O terreno é grande, pega uma esquina inteira aqui do bairro. Ali ficava o galpão de uma loja de materiais de construção. Lá um dia, soube-se que ela iria ser derrubada. Dito… e feito. Há uns seis meses, mais ou menos, chegou a turma da demolição. O terreno ficou sem o galpão, mas vazio, cheio de pedras e, com o tempo, é claro, também com lixo.

O disse-me-disse corria solto no balé urbano. Infeliz daquele governante que não percebe o quanto é importante o espaço de um bairro para seus moradores. É claro que há muitos desconectados, aqueles que passam com pressa de um lado para o outro, sem nem conseguir enxergar por onde andou. Mas há também aqueles que interagem e torcem.

Passando por lá, um dia vi que já tinha um tapume de obras. Sinal de que alguém tinha comprado o terreno. Logo o pintor que dá colorido às paredes do bairro – Odylio Falcão –  foi chamado para dar vida ao tapume. Criativo, ele formou uma frase e sugeriu: “O que você quer que seja aqui?”.

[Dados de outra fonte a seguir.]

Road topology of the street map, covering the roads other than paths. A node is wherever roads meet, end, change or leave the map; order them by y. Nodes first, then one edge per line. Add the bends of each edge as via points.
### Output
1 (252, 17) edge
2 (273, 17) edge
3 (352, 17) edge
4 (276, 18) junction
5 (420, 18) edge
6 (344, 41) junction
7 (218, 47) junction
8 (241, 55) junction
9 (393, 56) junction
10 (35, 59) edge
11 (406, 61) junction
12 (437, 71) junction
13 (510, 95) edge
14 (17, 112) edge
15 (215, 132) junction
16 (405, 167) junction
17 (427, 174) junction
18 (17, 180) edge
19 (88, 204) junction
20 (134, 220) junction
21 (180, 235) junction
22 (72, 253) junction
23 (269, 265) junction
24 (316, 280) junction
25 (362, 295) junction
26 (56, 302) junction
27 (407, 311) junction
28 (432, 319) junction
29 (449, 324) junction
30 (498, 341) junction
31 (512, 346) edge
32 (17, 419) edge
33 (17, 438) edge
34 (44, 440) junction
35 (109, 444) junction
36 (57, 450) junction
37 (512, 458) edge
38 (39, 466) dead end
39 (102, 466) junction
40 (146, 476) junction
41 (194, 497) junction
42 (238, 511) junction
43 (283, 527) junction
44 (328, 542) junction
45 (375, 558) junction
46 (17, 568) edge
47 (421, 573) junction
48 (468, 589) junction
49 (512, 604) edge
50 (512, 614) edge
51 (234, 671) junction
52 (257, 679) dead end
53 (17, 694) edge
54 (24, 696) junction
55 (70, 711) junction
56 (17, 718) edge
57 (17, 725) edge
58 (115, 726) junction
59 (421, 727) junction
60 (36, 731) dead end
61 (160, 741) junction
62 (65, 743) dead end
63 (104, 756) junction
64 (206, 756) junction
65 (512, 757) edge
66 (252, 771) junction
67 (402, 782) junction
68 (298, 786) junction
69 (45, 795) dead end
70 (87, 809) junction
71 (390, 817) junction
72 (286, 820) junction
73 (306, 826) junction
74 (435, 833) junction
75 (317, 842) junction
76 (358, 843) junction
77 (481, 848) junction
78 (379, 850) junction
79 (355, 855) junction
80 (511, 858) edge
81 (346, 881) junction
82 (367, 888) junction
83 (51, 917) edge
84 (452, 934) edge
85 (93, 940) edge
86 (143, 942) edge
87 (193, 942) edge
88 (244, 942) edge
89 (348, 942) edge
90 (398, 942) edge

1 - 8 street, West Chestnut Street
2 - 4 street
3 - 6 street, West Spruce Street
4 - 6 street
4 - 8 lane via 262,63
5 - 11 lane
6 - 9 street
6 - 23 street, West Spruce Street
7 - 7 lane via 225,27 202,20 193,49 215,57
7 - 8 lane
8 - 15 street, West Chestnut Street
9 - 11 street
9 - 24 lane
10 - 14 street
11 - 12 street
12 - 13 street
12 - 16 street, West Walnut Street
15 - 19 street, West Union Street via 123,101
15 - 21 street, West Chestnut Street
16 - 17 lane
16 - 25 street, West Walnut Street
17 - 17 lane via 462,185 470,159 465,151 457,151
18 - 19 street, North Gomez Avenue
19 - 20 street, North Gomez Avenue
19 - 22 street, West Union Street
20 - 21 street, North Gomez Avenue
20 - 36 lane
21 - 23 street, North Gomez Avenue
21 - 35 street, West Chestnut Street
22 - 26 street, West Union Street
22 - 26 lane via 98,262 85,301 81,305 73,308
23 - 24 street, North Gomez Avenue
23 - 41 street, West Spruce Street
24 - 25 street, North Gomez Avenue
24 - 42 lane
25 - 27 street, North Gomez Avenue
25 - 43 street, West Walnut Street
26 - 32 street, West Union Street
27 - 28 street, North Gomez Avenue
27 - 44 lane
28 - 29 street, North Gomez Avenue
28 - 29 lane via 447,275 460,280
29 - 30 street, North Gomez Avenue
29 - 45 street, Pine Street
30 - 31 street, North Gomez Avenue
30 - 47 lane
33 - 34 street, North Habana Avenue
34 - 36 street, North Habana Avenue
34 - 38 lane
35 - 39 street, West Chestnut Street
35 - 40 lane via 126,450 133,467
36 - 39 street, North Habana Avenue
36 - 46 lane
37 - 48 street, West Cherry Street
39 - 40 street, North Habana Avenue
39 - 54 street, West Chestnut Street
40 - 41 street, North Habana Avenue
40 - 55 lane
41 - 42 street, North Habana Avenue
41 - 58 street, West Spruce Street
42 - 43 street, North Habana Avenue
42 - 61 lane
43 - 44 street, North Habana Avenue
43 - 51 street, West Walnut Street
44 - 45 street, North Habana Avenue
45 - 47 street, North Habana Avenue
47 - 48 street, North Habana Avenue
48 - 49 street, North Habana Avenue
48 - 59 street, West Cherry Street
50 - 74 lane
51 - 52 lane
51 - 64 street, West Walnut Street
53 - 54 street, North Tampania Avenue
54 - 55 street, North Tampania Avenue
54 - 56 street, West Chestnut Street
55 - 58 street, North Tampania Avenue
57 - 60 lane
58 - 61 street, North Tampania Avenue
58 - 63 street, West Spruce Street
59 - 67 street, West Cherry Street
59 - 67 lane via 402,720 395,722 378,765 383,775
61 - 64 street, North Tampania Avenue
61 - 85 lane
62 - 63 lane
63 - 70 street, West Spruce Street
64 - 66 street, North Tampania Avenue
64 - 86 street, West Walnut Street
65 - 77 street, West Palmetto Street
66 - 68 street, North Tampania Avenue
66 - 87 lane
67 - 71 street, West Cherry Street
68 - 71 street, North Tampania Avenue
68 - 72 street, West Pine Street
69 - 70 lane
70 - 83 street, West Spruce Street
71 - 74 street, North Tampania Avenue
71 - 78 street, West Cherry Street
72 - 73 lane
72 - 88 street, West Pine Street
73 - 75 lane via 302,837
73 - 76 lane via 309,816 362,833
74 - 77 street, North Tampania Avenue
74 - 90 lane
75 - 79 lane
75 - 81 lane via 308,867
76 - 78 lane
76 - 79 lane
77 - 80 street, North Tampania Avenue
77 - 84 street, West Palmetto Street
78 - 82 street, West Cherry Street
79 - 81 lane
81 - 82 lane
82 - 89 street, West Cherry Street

Ah, o povo não se fez de rogado. Cada um que passava, daquelas pessoas conectadas, deixava lá seu recado. Teve várias ideias: uma livraria; uma livraria com café; um mercadinho de produtos orgânicos (dos baratos, porque aqueles caros… aff).

Mas era só brincadeira, né? Claro. Porque, por mais que se more ali, que se caminhe por ali, que se tenha o local como extensão da própria casa, os moradores não foram chamados para ajudar a decidir nada. O espaço é privado, avisavam uns aos outros, de ombros baixos e muxôxo. Assim é, sempre. Quem tem capital é quem manda, fazer o quê?

Nos bilhetes sonhadores afixados no tapume, um pedido prevalecia: “Outra farmácia nãooo!”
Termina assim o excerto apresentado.